RECORDS FOR THE EXERCISE section start

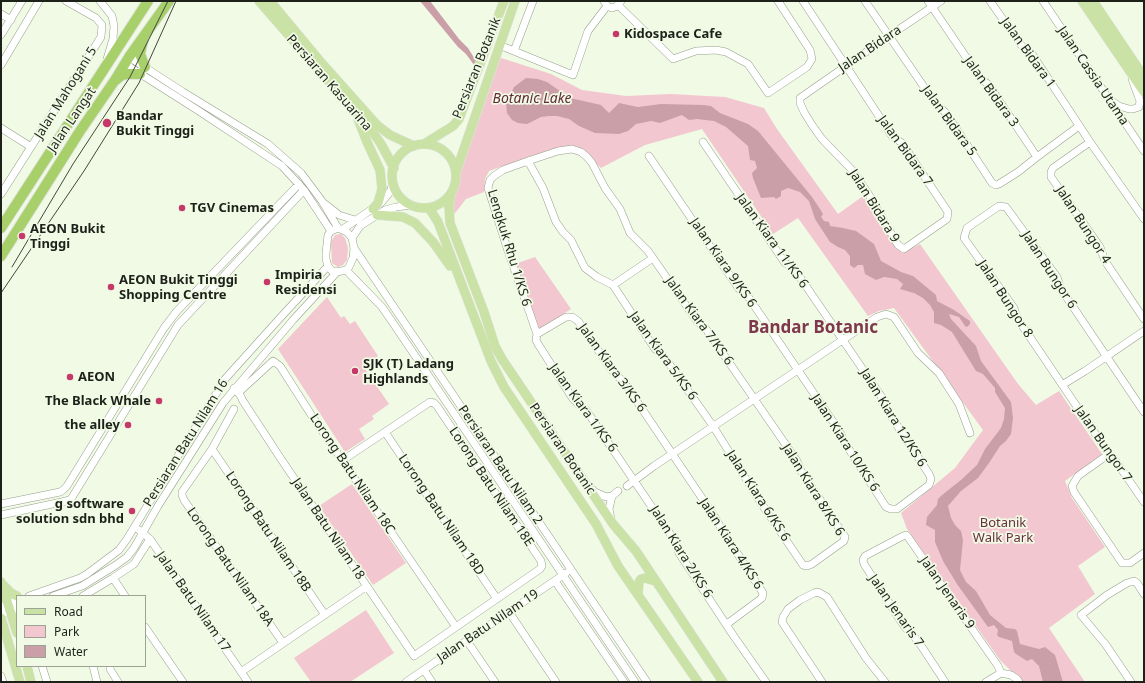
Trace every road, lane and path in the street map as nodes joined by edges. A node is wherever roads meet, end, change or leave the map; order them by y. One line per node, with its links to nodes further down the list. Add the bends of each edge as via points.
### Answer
1 (22, 1): 26 (street)
2 (39, 1): 34 (street)
3 (66, 1): 51 (street, Jalan Mahogani 5, via 96,18 102,25 101,37)
4 (100, 1): 37 (street, via 112,16 114,26 113,39)
5 (143, 1): 25 (highway)
6 (148, 1): 25 (highway, Jalan Langat)
7 (155, 1): 32 (highway, via 123,50)
8 (169, 1): 29 (highway, Jalan Langat)
9 (504, 1): 49 (main road, Persiaran Botanik, via 459,119 453,126)
10 (515, 1): 30 (main road, Persiaran Botanik)
11 (533, 1): 31 (street)
12 (778, 1): 22 (street, via 810,50 812,59 807,68 768,92 748,64 726,52 696,51 673,59)
13 (802, 1): 35 (street, Jalan Bidara 7)
14 (865, 1): 28 (street, Jalan Bidara 5)
15 (940, 1): 23 (street, Jalan Bidara)
16 (990, 1): 45 (street, Jalan Bidara 1, via 1021,45 1032,54)
17 (1043, 1): 42 (street, Jalan Cassia Utama)
18 (1082, 1): 33 (main road)
19 (1093, 1): 38 (main road)
20 (265, 3): 44 (main road, Persiaran Kasuarina); 50 (main road, Persiaran Kasuarina, via 377,125 390,135)
21 (606, 3): 22 (street, via 612,8); 31 (street, via 588,31 573,75)
22 (619, 3)
23 (930, 4): 28 (street, Jalan Bidara); 54 (street, Jalan Bidara 3)
24 (1, 14): 26 (street)
25 (138, 16): 37 (highway, Jalan Langat)
26 (11, 20): 27 (street)
27 (1, 35)
28 (889, 36): 35 (street, Jalan Bidara); 54 (street, Jalan Bidara 5, via 935,103 946,113 992,183 999,184)
29 (143, 38): 32 (highway, Jalan Langat); 36 (highway, via 140,54)
30 (499, 45): 31 (street); 57 (main road, Persiaran Botanik)
31 (514, 51)
32 (125, 60): 36 (street); 39 (highway, Jalan Langat); 43 (highway, via 114,64 88,101)
33 (1123, 61): 40 (main road); 42 (street, via 1139,94 1139,107 1128,109)
34 (1, 65)
35 (846, 66): 41 (street, Jalan Bidara); 75 (street, Jalan Bidara 7, via 892,136 902,143 948,212 947,219)
36 (142, 71): 39 (highway, via 122,75); 59 (street, via 260,150 282,166); 63 (street, via 183,92 268,144 301,173)
37 (102, 72): 43 (highway, Jalan Langat)
38 (1143, 76)
39 (115, 80): 81 (highway, Jalan Langat)
40 (1144, 93)
41 (800, 98): 75 (street, Jalan Bidara 9, via 800,103 812,125 853,171 901,248 907,248)
42 (1108, 98): 52 (street, Jalan Cassia Utama)
43 (75, 114): 72 (highway, Jalan Langat)
44 (356, 114): 56 (main road, Persiaran Kasuarina, via 381,144); 68 (main road, via 380,170 382,189)
45 (1079, 126): 48 (street, Jalan Bidara 1); 54 (street)
46 (1, 128): 51 (street)
47 (702, 142): 93 (street, Jalan Kiara 11/KS 6, via 785,263 793,267)
48 (1090, 142): 70 (street, Jalan Bidara 1); 90 (street, Jalan Bungor 4, via 1053,168 1051,177 1100,247 1105,261)
49 (424, 144): 50 (main road); 57 (main road, via 445,152)
50 (414, 146): 56 (main road, via 404,151)
51 (31, 147): 62 (street, Jalan Mahogani 5)
52 (1144, 151)
53 (649, 156): 95 (street, Jalan Kiara 9/KS 6)
54 (1037, 158)
55 (528, 161): 78 (street, Lengkuk Rhu 1/KS 6, via 558,151 572,149 581,152 592,163 620,209 630,233); 87 (street, via 543,188 556,222 571,240 585,268); 92 (street, Lengkuk Rhu 1/KS 6, via 494,176 488,188)
56 (394, 168): 58 (main road)
57 (456, 172): 61 (main road)
58 (393, 183): 66 (main road, via 405,202); 68 (street)
59 (299, 184): 60 (street); 77 (street)
60 (304, 190): 64 (street); 65 (street)
61 (451, 193): 67 (main road, via 438,205); 111 (main road, Persiaran Botanic, via 450,223 495,346)
62 (1, 194)
63 (322, 201): 71 (street, via 339,215); 73 (street)
64 (292, 204): 65 (street, via 307,200); 79 (street)
65 (313, 204): 74 (street)
66 (412, 205): 67 (main road); 68 (street)
67 (429, 208): 86 (main road, Persiaran Botanic, via 438,222)
68 (375, 212): 71 (street); 76 (street); 86 (main road, via 402,217 415,223 440,251)
69 (983, 216): 94 (street, Jalan Bungor 6, via 999,206 1006,207 1056,277 1061,289); 98 (street, Jalan Bungor 8, via 967,228 964,238 1014,308 1017,318)
70 (1144, 219)
71 (355, 220): 73 (street)
72 (1, 228)
73 (340, 229): 74 (street); 76 (street)
74 (331, 231): 83 (street, via 326,242)
75 (930, 232)
76 (352, 238): 80 (street)
77 (244, 241): 79 (street); 88 (street)
78 (643, 245): 82 (street, Jalan Kiara 7/KS 6)
79 (251, 247): 89 (street)
80 (354, 248): 84 (street, via 353,258); 96 (street, Persiaran Batu Nilam 2)
81 (1, 256)
82 (653, 258): 87 (street); 100 (street, Jalan Kiara 7/KS 6)
83 (328, 266): 85 (street, via 332,271); 120 (street, Persiaran Batu Nilam 16, via 226,379)
84 (346, 270): 85 (street); 97 (street, Persiaran Batu Nilam 2, via 382,308)
85 (338, 272): 99 (street, Persiaran Batu Nilam 16, via 293,320)
86 (461, 285): 133 (main road, Persiaran Botanic, via 504,387 596,524 618,566)
87 (613, 285): 103 (street, Jalan Kiara 5/KS 6, via 655,349 663,355)
88 (177, 311): 89 (street); 116 (street, via 63,490)
89 (184, 318): 118 (street, via 71,499)
90 (1144, 319)
91 (1144, 331): 94 (street)
92 (537, 334): 107 (street, Jalan Kiara 3/KS 6, via 566,317 575,319 611,369 626,385); 110 (street, Jalan Kiara 1/KS 6, via 538,344 573,399 586,410)
93 (842, 340): 95 (street); 105 (street, via 876,316 886,314 894,317 918,353 939,373 954,396); 117 (street, Jalan Kiara 12/KS 6, via 881,396 887,410 931,479 929,485)
94 (1106, 356): 98 (street); 102 (street, Jalan Bungor 6)
95 (797, 370): 100 (street); 117 (street, Jalan Kiara 10/KS 6, via 840,432 886,507)
96 (439, 374): 97 (street); 126 (street, Persiaran Batu Nilam 2)
97 (431, 379): 127 (street, Persiaran Batu Nilam 2)
98 (1062, 385): 108 (street, Jalan Bungor 7)
99 (234, 391): 109 (street, Lorong Batu Nilam 18C, via 273,361 280,366); 121 (street, Persiaran Batu Nilam 16, via 208,424); 132 (street, Jalan Batu Nilam 18)
100 (754, 398): 103 (street); 125 (street, Jalan Kiara 8/KS 6, via 845,537 844,541 812,564)
101 (234, 408): 106 (street, Lorong Batu Nilam 18A)
102 (1144, 412)
103 (713, 426): 107 (street); 125 (street, Jalan Kiara 6/KS 6)
104 (385, 432): 109 (street); 140 (street, Lorong Batu Nilam 18D); 140 (street, Lorong Batu Nilam 18E, via 430,402 437,406 541,561 540,569)
105 (970, 433)
106 (212, 449): 144 (street, Lorong Batu Nilam 18B); 151 (street, Lorong Batu Nilam 18A, via 182,495)
107 (672, 454): 110 (street); 146 (street, Jalan Kiara 4/KS 6, via 763,593 762,598)
108 (1109, 454): 115 (street, Jalan Bungor 7); 124 (street, via 1078,476 1072,486 1074,492 1122,563 1130,563)
109 (343, 460): 147 (street, Lorong Batu Nilam 18C)
110 (634, 480): 112 (street); 146 (street, Jalan Kiara 2/KS 6)
111 (585, 482): 114 (street, via 602,496); 119 (main road, Persiaran Botanic)
112 (627, 486)
113 (618, 491): 114 (street)
114 (612, 496): 119 (street, via 609,515)
115 (1144, 502)
116 (1, 504)
117 (897, 509)
118 (1, 515)
119 (613, 524): 130 (main road, Persiaran Botanic, via 636,551)
120 (134, 526): 121 (street, Jalan Batu Nilam 17); 135 (street, Persiaran Batu Nilam 16, via 119,550 87,574)
121 (143, 532): 122 (street, Jalan Batu Nilam 17); 136 (street, Persiaran Batu Nilam 16, via 127,557 116,565 82,586)
122 (150, 539): 128 (street, via 134,564); 157 (street, Jalan Batu Nilam 17)
123 (883, 546): 158 (street, Jalan Jenaris 9, via 903,536 908,537); 180 (street, Jalan Jenaris 7, via 865,556 864,564 904,626 918,641)
124 (1144, 553)
125 (803, 565)
126 (571, 570): 127 (street, Jalan Batu Nilam 19); 174 (street, Persiaran Batu Nilam 2)
127 (563, 575): 129 (street, Jalan Batu Nilam 19); 173 (street, Persiaran Batu Nilam 2)
128 (113, 578): 137 (street); 138 (street)
129 (554, 581): 143 (street, Jalan Batu Nilam 19); 172 (street)
130 (655, 581): 133 (main road, via 641,579); 176 (main road, Persiaran Botanic)
131 (1, 582): 139 (main road); 142 (main road)
132 (367, 586): 144 (street); 147 (street, Jalan Batu Nilam 18, via 414,656)
133 (638, 594): 175 (main road, Persiaran Botanic)
134 (1144, 594): 183 (street, via 1134,581 1127,583 1081,615 1106,645)
135 (32, 595)
136 (55, 595)
137 (85, 595)
138 (124, 595)
139 (16, 596)
140 (497, 599): 147 (street)
141 (16, 602): 142 (street)
142 (7, 609): 148 (main road)
143 (508, 612): 150 (street, Jalan Batu Nilam 19); 171 (street)
144 (325, 615): 151 (street)
145 (1, 618): 161 (main road)
146 (727, 624): 177 (street, Jalan Kiara 2/KS 6)
147 (456, 627)
148 (16, 631)
149 (148, 638): 166 (street)
150 (467, 641): 156 (street, Jalan Batu Nilam 19); 170 (street)
151 (283, 643): 157 (street)
152 (27, 667): 162 (main road)
153 (42, 667): 163 (street)
154 (93, 667): 164 (street)
155 (110, 667): 165 (street)
156 (424, 670): 168 (street, Jalan Batu Nilam 19); 169 (street)
157 (241, 672): 167 (street, Jalan Batu Nilam 17)
158 (1001, 673): 181 (street); 182 (street, via 1011,675)
159 (1, 676): 160 (street)
160 (3, 682)
161 (20, 682)
162 (31, 682)
163 (47, 682)
164 (97, 682)
165 (118, 682)
166 (183, 682)
167 (248, 682)
168 (406, 682)
169 (432, 682)
170 (495, 682)
171 (556, 682)
172 (624, 682)
173 (635, 682)
174 (647, 682)
175 (698, 682)
176 (723, 682)
177 (766, 682)
178 (822, 682): 179 (street, via 782,622 788,609 818,592 827,597 866,658)
179 (885, 682)
180 (945, 682)
181 (986, 682)
182 (1019, 682)
183 (1131, 682)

RECORDS FOR THE EXERCISE section end

* EXERCISE
Copy every line of the data where "Botanik" is found.

* WRITTEN ANSWER
9 (504, 1): 49 (main road, Persiaran Botanik, via 459,119 453,126)
10 (515, 1): 30 (main road, Persiaran Botanik)
30 (499, 45): 31 (street); 57 (main road, Persiaran Botanik)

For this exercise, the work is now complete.